My most recent example of a person using my disability as an excuse to other me comes from the grocery store. I went in with my Person to pick up some items for a road trip, with a client. I must protect myself from allergens and that was the solution. Sprite was riding behind me, tucked under the sunshade, and hiding behind my body. A woman came up, I am leaving out a description of her because when I write it, I other her. That is not acceptable either. She tried to pet Sprite. I didn’t bother explaining anything to her, I said in a very soft voice, meant to be calm, “Please go away.” She exploded. “HOW DARE YOU!” She got in my face, and I dropped the softness, but stayed polite. “Please go away,” She snarled, “You aren’t doing anything and you shouldn’t have a pet in the store.” I replied. “Please go away. I am doing my shopping and I am not here to befriend you, talk about your pets, nor am I breaking any laws. I do not wish to discuss this matter with you and have been polite thus far, despite your yelling and harassment.” I then floored it, my chair whipping around the corner and continued my shopping. Ten minutes later I hear the sound of my Person being pushed. His grunt of pain reaches me just before this woman is in my face again, “YOU DON’T HAVE THE RIGHT TO BE RUDE TO ME!” That was when I stopped playing nice. I let myself snarl right back, though I did not yell, “Really? Assaulting someone who is not involved in our discussion is rude, trying to invade my space is rude, yelling at me is rude, and showing your own inability to grasp the rights of others is beyond rude. Get out of my way, I don’t really care what you want out of me I am not here for your enjoyment. If you bother me again I will call security.” She flounced away, and I finished my shopping.

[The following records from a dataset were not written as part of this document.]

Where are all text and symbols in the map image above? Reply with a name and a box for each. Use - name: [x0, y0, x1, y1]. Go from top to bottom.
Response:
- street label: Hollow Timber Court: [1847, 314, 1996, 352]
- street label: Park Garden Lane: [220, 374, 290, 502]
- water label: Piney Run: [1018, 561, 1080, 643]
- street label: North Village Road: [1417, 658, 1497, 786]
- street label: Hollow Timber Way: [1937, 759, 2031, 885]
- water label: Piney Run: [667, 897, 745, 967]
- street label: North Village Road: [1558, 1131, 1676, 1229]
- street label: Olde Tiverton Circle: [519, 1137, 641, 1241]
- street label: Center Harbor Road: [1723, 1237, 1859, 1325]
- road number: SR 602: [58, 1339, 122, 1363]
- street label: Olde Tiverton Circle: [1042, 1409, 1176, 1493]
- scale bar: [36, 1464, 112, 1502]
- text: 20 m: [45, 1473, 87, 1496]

As we left, the store manager who had the law explained to her as we entered was discussing the incident with this shopper. She had gone to the manager to have me thrown out. Instead she was told this, “I am sorry ma’am but you have no right to touch her, her wheelchair, or her service animal. The law protects her rights to shop here in saftey, as it does yours.” The woman replied , “She’s just a cripple, she doesn’t have any rights.” The manager was openly angry at this, which surprised me since she’d been a bit of a hard case about it all before. I left then, to the sound of, “She has just as many rights as you do, and if you continue to behave in this manner I will have to have you removed from my store.” The woman then threw herself on the ground and had a tantrum like a toddler.

I learned something from this, that was the point of sharing it. I learned that every person I edcuate becomes an asset. I did not feel this woman could be educated, nor did I feel prepred to try and spoon feed her the information. The burden of fuctioning with a disability is fighting for my rights. I use my disability as a tool to be under estimated. The woman underestimated the ability of not just myself but of others to actually see the humanity with in my body. She under estimated the ability of people to actually listen. I do at times too.

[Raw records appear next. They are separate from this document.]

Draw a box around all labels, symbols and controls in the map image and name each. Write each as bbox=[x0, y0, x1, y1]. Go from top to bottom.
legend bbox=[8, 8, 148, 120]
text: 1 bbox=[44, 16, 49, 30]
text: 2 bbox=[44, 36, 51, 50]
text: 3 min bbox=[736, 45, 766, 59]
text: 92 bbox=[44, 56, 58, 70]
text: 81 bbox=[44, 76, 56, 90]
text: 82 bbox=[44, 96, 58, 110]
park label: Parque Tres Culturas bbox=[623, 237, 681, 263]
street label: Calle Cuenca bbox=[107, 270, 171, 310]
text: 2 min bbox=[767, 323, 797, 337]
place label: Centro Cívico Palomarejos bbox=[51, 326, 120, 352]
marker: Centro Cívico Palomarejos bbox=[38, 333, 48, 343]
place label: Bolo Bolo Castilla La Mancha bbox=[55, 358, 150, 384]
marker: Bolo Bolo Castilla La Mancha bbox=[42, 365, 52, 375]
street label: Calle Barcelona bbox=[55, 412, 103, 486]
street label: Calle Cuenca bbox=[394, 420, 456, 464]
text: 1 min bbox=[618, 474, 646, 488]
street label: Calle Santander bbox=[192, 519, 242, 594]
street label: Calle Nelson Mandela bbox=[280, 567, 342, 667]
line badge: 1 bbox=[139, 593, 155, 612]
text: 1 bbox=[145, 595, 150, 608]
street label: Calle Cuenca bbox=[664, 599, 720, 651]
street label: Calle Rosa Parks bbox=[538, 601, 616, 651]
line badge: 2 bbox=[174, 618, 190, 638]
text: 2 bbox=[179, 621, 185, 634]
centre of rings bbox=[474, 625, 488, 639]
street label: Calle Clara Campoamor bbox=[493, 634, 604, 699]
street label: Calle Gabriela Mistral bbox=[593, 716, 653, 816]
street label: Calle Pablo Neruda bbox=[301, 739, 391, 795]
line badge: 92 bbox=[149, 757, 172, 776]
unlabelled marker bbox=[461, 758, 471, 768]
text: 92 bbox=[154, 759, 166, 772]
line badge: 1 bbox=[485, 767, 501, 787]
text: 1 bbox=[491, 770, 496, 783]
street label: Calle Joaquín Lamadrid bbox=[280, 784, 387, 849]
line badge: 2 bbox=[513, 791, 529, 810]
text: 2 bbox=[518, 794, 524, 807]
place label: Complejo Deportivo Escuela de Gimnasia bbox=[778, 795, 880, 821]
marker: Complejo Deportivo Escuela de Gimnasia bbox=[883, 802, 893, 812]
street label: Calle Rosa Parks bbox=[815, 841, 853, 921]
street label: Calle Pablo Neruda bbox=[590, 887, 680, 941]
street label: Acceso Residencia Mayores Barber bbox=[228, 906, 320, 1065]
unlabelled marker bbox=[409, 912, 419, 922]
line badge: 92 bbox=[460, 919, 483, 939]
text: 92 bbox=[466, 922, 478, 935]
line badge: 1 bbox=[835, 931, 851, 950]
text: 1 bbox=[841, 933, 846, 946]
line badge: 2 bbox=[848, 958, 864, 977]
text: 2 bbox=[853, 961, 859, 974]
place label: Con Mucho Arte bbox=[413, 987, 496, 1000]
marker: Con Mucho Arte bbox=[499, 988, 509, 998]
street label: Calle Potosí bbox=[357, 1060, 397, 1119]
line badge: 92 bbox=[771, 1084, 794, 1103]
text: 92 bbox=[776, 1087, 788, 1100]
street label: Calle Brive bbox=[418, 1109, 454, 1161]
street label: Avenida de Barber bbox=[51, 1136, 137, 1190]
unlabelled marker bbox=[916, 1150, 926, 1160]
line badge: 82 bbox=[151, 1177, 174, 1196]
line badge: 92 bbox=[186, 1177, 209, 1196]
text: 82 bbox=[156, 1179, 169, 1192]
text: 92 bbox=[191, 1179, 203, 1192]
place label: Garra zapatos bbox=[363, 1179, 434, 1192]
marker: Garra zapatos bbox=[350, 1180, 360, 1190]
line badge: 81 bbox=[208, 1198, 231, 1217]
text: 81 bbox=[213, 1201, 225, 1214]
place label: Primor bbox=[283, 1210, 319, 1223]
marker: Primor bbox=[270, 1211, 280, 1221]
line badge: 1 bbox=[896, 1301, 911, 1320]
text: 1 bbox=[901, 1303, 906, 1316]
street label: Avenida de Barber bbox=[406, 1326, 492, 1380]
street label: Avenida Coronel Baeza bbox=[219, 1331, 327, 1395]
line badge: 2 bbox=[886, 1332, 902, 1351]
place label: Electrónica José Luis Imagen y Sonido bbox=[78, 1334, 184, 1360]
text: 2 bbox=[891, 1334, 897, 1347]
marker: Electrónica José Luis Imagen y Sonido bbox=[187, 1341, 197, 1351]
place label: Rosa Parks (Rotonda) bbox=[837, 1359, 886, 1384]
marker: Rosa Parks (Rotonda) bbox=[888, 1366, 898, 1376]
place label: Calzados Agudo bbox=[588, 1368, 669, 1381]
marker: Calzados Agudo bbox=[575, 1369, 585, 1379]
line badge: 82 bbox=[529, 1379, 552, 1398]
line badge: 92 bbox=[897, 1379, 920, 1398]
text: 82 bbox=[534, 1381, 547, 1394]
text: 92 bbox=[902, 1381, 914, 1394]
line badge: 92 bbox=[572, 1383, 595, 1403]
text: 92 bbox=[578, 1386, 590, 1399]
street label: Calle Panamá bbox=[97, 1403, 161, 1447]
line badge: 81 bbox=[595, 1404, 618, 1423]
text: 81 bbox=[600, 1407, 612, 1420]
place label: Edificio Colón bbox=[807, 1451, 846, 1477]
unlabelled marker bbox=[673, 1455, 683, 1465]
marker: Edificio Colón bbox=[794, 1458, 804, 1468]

The secret to blogging against disablism? Is to do it whenever you write. The secret to teaching aout disablism? Is to live.

I know this post isn’t as wonderful as I wanted, I am still distracted and out of it. I am not feeling myself. I hope it does encapsulate an idea. By living and not giving up our dreams we fight ableism/disablism. By having lives we fight against disablism. I am partly distracted byt a disappointment with Obama and his failure to sign the Community Choice Act. I am disappointed with his inability to see the human rights that lie at the end of his pen. There is still time, but, his administration has openly stated that there is no reason for him to actually make the changes that free people from being forced into Nursing homes.

Beyond blogging against disablism, I call you to act. Go out into the world, be seen. Educate via your existence.